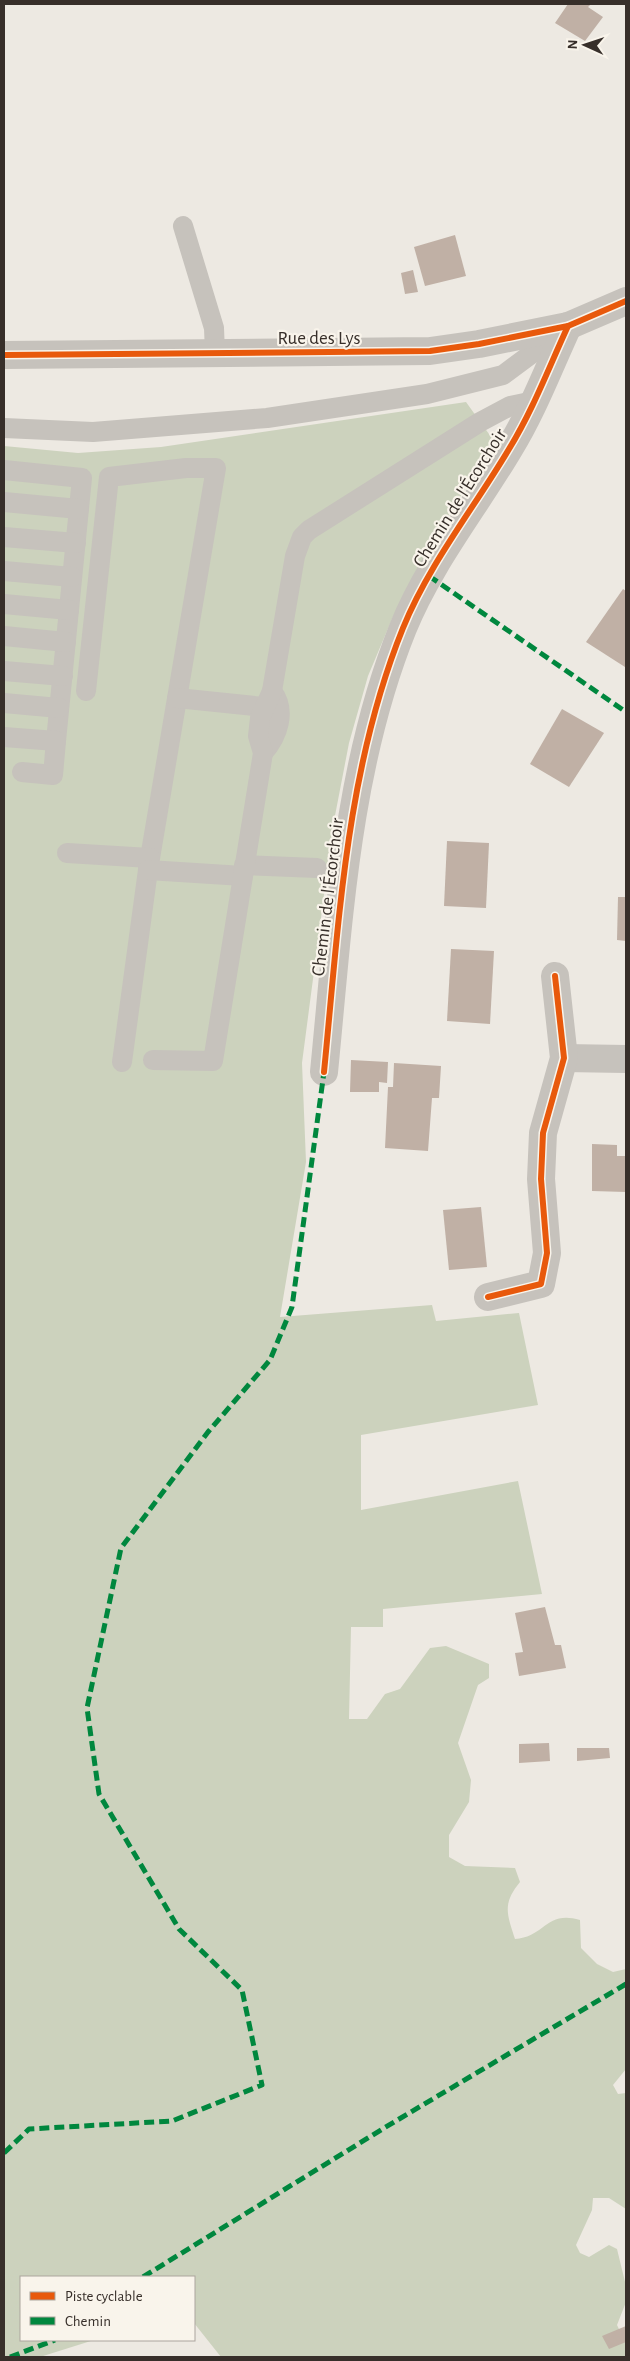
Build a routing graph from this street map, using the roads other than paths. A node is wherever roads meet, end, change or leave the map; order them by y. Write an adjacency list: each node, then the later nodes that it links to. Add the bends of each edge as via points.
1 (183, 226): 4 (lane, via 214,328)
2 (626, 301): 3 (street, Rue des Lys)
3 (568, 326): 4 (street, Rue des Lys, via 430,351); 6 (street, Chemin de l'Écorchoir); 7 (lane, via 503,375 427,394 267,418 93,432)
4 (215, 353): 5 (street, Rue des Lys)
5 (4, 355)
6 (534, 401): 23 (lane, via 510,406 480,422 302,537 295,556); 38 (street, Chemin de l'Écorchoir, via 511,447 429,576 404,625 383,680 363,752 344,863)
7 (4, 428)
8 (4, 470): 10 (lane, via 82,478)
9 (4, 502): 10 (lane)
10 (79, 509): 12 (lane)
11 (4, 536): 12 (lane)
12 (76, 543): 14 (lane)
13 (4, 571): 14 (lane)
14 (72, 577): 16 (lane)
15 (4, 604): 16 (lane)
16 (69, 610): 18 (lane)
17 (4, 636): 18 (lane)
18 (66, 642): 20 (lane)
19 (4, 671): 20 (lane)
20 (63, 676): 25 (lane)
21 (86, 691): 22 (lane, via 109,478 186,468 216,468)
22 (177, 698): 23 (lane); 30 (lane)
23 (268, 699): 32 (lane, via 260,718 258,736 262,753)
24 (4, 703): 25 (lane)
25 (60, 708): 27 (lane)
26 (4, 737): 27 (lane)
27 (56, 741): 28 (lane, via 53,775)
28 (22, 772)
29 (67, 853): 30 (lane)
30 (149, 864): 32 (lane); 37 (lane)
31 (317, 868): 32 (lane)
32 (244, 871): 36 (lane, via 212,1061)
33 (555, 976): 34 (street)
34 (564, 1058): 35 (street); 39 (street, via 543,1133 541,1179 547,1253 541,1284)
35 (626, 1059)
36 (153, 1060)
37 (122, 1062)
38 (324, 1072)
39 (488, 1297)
----------
If an entry above holds a picture, omit the picture but retype everything else exactly.

*Answer to this task*.
Build a routing graph from this street map, using the roads other than paths. A node is wherever roads meet, end, change or leave the map; order them by y. Write an adjacency list: each node, then the later nodes that it links to. Add the bends of each edge as via points.
1 (183, 226): 4 (lane, via 214,328)
2 (626, 301): 3 (street, Rue des Lys)
3 (568, 326): 4 (street, Rue des Lys, via 430,351); 6 (street, Chemin de l'Écorchoir); 7 (lane, via 503,375 427,394 267,418 93,432)
4 (215, 353): 5 (street, Rue des Lys)
5 (4, 355)
6 (534, 401): 23 (lane, via 510,406 480,422 302,537 295,556); 38 (street, Chemin de l'Écorchoir, via 511,447 429,576 404,625 383,680 363,752 344,863)
7 (4, 428)
8 (4, 470): 10 (lane, via 82,478)
9 (4, 502): 10 (lane)
10 (79, 509): 12 (lane)
11 (4, 536): 12 (lane)
12 (76, 543): 14 (lane)
13 (4, 571): 14 (lane)
14 (72, 577): 16 (lane)
15 (4, 604): 16 (lane)
16 (69, 610): 18 (lane)
17 (4, 636): 18 (lane)
18 (66, 642): 20 (lane)
19 (4, 671): 20 (lane)
20 (63, 676): 25 (lane)
21 (86, 691): 22 (lane, via 109,478 186,468 216,468)
22 (177, 698): 23 (lane); 30 (lane)
23 (268, 699): 32 (lane, via 260,718 258,736 262,753)
24 (4, 703): 25 (lane)
25 (60, 708): 27 (lane)
26 (4, 737): 27 (lane)
27 (56, 741): 28 (lane, via 53,775)
28 (22, 772)
29 (67, 853): 30 (lane)
30 (149, 864): 32 (lane); 37 (lane)
31 (317, 868): 32 (lane)
32 (244, 871): 36 (lane, via 212,1061)
33 (555, 976): 34 (street)
34 (564, 1058): 35 (street); 39 (street, via 543,1133 541,1179 547,1253 541,1284)
35 (626, 1059)
36 (153, 1060)
37 (122, 1062)
38 (324, 1072)
39 (488, 1297)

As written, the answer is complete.